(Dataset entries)
=======

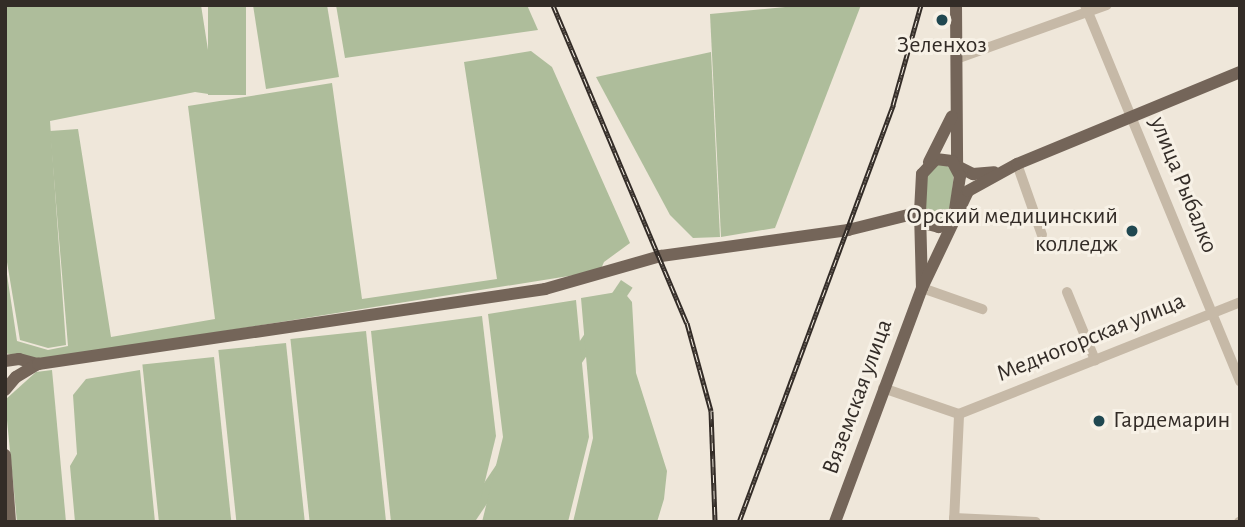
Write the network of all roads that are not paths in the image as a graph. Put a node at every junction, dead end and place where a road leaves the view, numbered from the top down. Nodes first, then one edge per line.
1 (956, 5) edge
2 (1107, 5) edge
3 (1087, 9) edge
4 (956, 59) junction
5 (1240, 72) edge
6 (956, 99) junction
7 (1134, 117) junction
8 (927, 164) junction
9 (1017, 164) junction
10 (957, 166) junction
11 (920, 212) junction
12 (954, 216) junction
13 (1042, 235) dead end
14 (922, 288) junction
15 (1067, 292) dead end
16 (1240, 302) edge
17 (982, 309) dead end
18 (1212, 313) junction
19 (1095, 360) junction
20 (5, 362) edge
21 (38, 364) junction
22 (1240, 381) edge
23 (883, 388) junction
24 (5, 390) edge
25 (959, 414) junction
26 (5, 455) edge
27 (7, 499) edge
28 (954, 520) edge
29 (10, 522) edge
30 (835, 522) edge
31 (1036, 522) edge

1 - 4 main road
2 - 3 street
3 - 4 street
3 - 7 street, улица Рыбалко
4 - 6 main road
5 - 7 main road
6 - 8 main road
6 - 10 main road
7 - 9 main road
7 - 18 street, улица Рыбалко
8 - 10 main road
8 - 11 main road
9 - 10 main road
9 - 12 main road
9 - 13 street
10 - 12 main road
11 - 12 main road
11 - 14 main road
11 - 21 main road
12 - 14 main road, Вяземская улица
14 - 17 street
14 - 23 main road, Вяземская улица
15 - 19 street
16 - 18 street, Медногорская улица
18 - 19 street, Медногорская улица
18 - 22 street, улица Рыбалко
19 - 25 street, Медногорская улица
20 - 21 main road
21 - 24 main road
23 - 25 street
23 - 30 main road, Вяземская улица
25 - 28 street
26 - 27 main road
27 - 29 main road
28 - 31 street

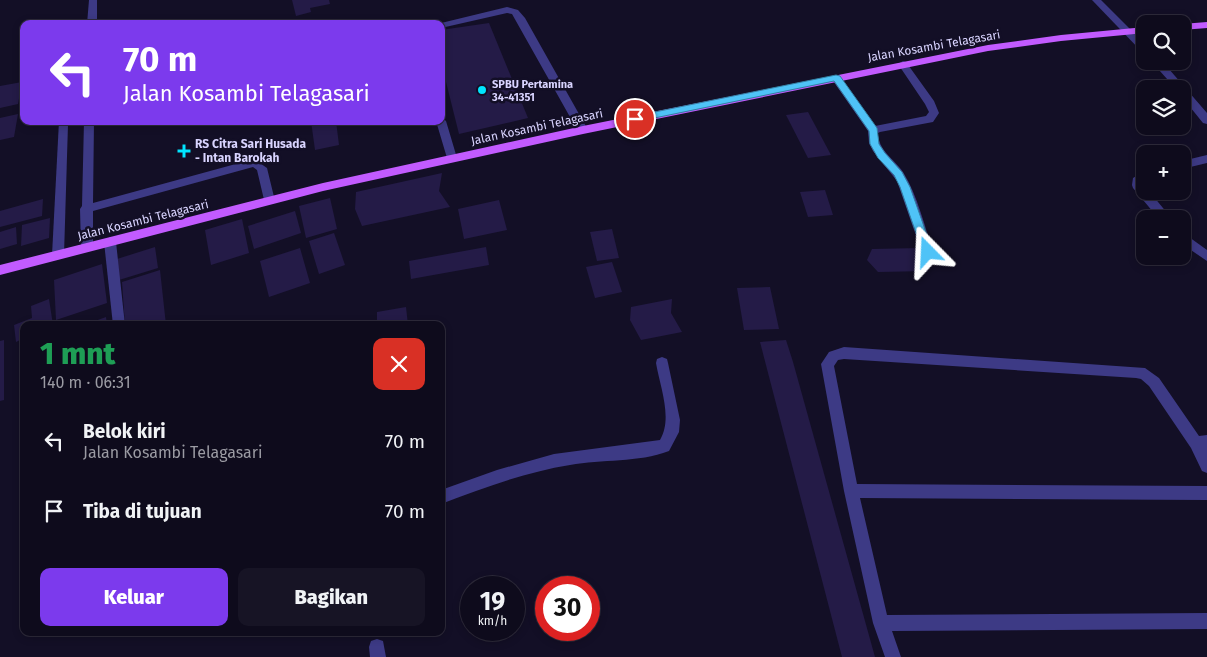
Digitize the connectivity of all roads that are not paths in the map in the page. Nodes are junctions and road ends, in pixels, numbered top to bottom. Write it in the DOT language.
graph roads {
  1 [pos="93,0"];
  2 [pos="1096,0"];
  3 [pos="92,20"];
  4 [pos="445,25"];
  5 [pos="1207,26"];
  6 [pos="1191,27"];
  7 [pos="1136,31"];
  8 [pos="1128,32"];
  9 [pos="1136,40"];
  10 [pos="903,64"];
  11 [pos="1164,70"];
  12 [pos="836,78"];
  13 [pos="1174,80"];
  14 [pos="1191,100"];
  15 [pos="1207,120"];
  16 [pos="63,125"];
  17 [pos="89,125"];
  18 [pos="442,125"];
  19 [pos="582,130"];
  20 [pos="873,131"];
  21 [pos="452,158"];
  22 [pos="1207,159"];
  23 [pos="1191,163"];
  24 [pos="1150,200"];
  25 [pos="269,201"];
  26 [pos="86,209"];
  27 [pos="1158,210"];
  28 [pos="110,242"];
  29 [pos="1191,245"];
  30 [pos="87,248"];
  31 [pos="928,252"];
  32 [pos="58,255"];
  33 [pos="1207,256"];
  34 [pos="0,270"];
  35 [pos="119,321"];
  36 [pos="662,363"];
  37 [pos="1202,442"];
  38 [pos="1207,466"];
  39 [pos="851,491"];
  40 [pos="1207,493"];
  41 [pos="445,495"];
  42 [pos="1207,621"];
  43 [pos="881,623"];
  44 [pos="893,657"];
  1 -- 3 [label="street"];
  2 -- 8 [label="street"];
  4 -- 19 [label="street"];
  5 -- 6 [label="main road"];
  7 -- 8 [label="main road, Jalan Kosambi Telagasari"];
  8 -- 9 [label="street"];
  8 -- 10 [label="main road, Jalan Kosambi Telagasari"];
  10 -- 12 [label="main road, Jalan Kosambi Telagasari"];
  10 -- 20 [label="street"];
  11 -- 13 [label="street"];
  12 -- 19 [label="main road, Jalan Kosambi Telagasari"];
  12 -- 20 [label="street"];
  14 -- 15 [label="street"];
  16 -- 32 [label="street"];
  17 -- 26 [label="street"];
  18 -- 21 [label="street"];
  19 -- 21 [label="main road, Jalan Kosambi Telagasari"];
  20 -- 31 [label="street"];
  21 -- 25 [label="main road, Jalan Kosambi Telagasari"];
  22 -- 23 [label="street"];
  24 -- 27 [label="street"];
  25 -- 26 [label="street"];
  25 -- 28 [label="main road, Jalan Kosambi Telagasari"];
  26 -- 30 [label="street"];
  28 -- 30 [label="main road, Jalan Kosambi Telagasari"];
  28 -- 35 [label="street"];
  29 -- 33 [label="street"];
  30 -- 32 [label="main road, Jalan Kosambi Telagasari"];
  32 -- 34 [label="main road, Jalan Kosambi Telagasari"];
  36 -- 41 [label="street"];
  37 -- 38 [label="street"];
  37 -- 39 [label="street"];
  39 -- 40 [label="street"];
  39 -- 43 [label="street"];
  42 -- 43 [label="street"];
  43 -- 44 [label="street"];
}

=======

◆ **What you need to do**:
Transcribe all the lines above exactly, apart from the pictures.

◆ **Answer below**:
Write the network of all roads that are not paths in the image as a graph. Put a node at every junction, dead end and place where a road leaves the view, numbered from the top down. Nodes first, then one edge per line.
1 (956, 5) edge
2 (1107, 5) edge
3 (1087, 9) edge
4 (956, 59) junction
5 (1240, 72) edge
6 (956, 99) junction
7 (1134, 117) junction
8 (927, 164) junction
9 (1017, 164) junction
10 (957, 166) junction
11 (920, 212) junction
12 (954, 216) junction
13 (1042, 235) dead end
14 (922, 288) junction
15 (1067, 292) dead end
16 (1240, 302) edge
17 (982, 309) dead end
18 (1212, 313) junction
19 (1095, 360) junction
20 (5, 362) edge
21 (38, 364) junction
22 (1240, 381) edge
23 (883, 388) junction
24 (5, 390) edge
25 (959, 414) junction
26 (5, 455) edge
27 (7, 499) edge
28 (954, 520) edge
29 (10, 522) edge
30 (835, 522) edge
31 (1036, 522) edge

1 - 4 main road
2 - 3 street
3 - 4 street
3 - 7 street, улица Рыбалко
4 - 6 main road
5 - 7 main road
6 - 8 main road
6 - 10 main road
7 - 9 main road
7 - 18 street, улица Рыбалко
8 - 10 main road
8 - 11 main road
9 - 10 main road
9 - 12 main road
9 - 13 street
10 - 12 main road
11 - 12 main road
11 - 14 main road
11 - 21 main road
12 - 14 main road, Вяземская улица
14 - 17 street
14 - 23 main road, Вяземская улица
15 - 19 street
16 - 18 street, Медногорская улица
18 - 19 street, Медногорская улица
18 - 22 street, улица Рыбалко
19 - 25 street, Медногорская улица
20 - 21 main road
21 - 24 main road
23 - 25 street
23 - 30 main road, Вяземская улица
25 - 28 street
26 - 27 main road
27 - 29 main road
28 - 31 street

Digitize the connectivity of all roads that are not paths in the map in the page. Nodes are junctions and road ends, in pixels, numbered top to bottom. Write it in the DOT language.
graph roads {
  1 [pos="93,0"];
  2 [pos="1096,0"];
  3 [pos="92,20"];
  4 [pos="445,25"];
  5 [pos="1207,26"];
  6 [pos="1191,27"];
  7 [pos="1136,31"];
  8 [pos="1128,32"];
  9 [pos="1136,40"];
  10 [pos="903,64"];
  11 [pos="1164,70"];
  12 [pos="836,78"];
  13 [pos="1174,80"];
  14 [pos="1191,100"];
  15 [pos="1207,120"];
  16 [pos="63,125"];
  17 [pos="89,125"];
  18 [pos="442,125"];
  19 [pos="582,130"];
  20 [pos="873,131"];
  21 [pos="452,158"];
  22 [pos="1207,159"];
  23 [pos="1191,163"];
  24 [pos="1150,200"];
  25 [pos="269,201"];
  26 [pos="86,209"];
  27 [pos="1158,210"];
  28 [pos="110,242"];
  29 [pos="1191,245"];
  30 [pos="87,248"];
  31 [pos="928,252"];
  32 [pos="58,255"];
  33 [pos="1207,256"];
  34 [pos="0,270"];
  35 [pos="119,321"];
  36 [pos="662,363"];
  37 [pos="1202,442"];
  38 [pos="1207,466"];
  39 [pos="851,491"];
  40 [pos="1207,493"];
  41 [pos="445,495"];
  42 [pos="1207,621"];
  43 [pos="881,623"];
  44 [pos="893,657"];
  1 -- 3 [label="street"];
  2 -- 8 [label="street"];
  4 -- 19 [label="street"];
  5 -- 6 [label="main road"];
  7 -- 8 [label="main road, Jalan Kosambi Telagasari"];
  8 -- 9 [label="street"];
  8 -- 10 [label="main road, Jalan Kosambi Telagasari"];
  10 -- 12 [label="main road, Jalan Kosambi Telagasari"];
  10 -- 20 [label="street"];
  11 -- 13 [label="street"];
  12 -- 19 [label="main road, Jalan Kosambi Telagasari"];
  12 -- 20 [label="street"];
  14 -- 15 [label="street"];
  16 -- 32 [label="street"];
  17 -- 26 [label="street"];
  18 -- 21 [label="street"];
  19 -- 21 [label="main road, Jalan Kosambi Telagasari"];
  20 -- 31 [label="street"];
  21 -- 25 [label="main road, Jalan Kosambi Telagasari"];
  22 -- 23 [label="street"];
  24 -- 27 [label="street"];
  25 -- 26 [label="street"];
  25 -- 28 [label="main road, Jalan Kosambi Telagasari"];
  26 -- 30 [label="street"];
  28 -- 30 [label="main road, Jalan Kosambi Telagasari"];
  28 -- 35 [label="street"];
  29 -- 33 [label="street"];
  30 -- 32 [label="main road, Jalan Kosambi Telagasari"];
  32 -- 34 [label="main road, Jalan Kosambi Telagasari"];
  36 -- 41 [label="street"];
  37 -- 38 [label="street"];
  37 -- 39 [label="street"];
  39 -- 40 [label="street"];
  39 -- 43 [label="street"];
  42 -- 43 [label="street"];
  43 -- 44 [label="street"];
}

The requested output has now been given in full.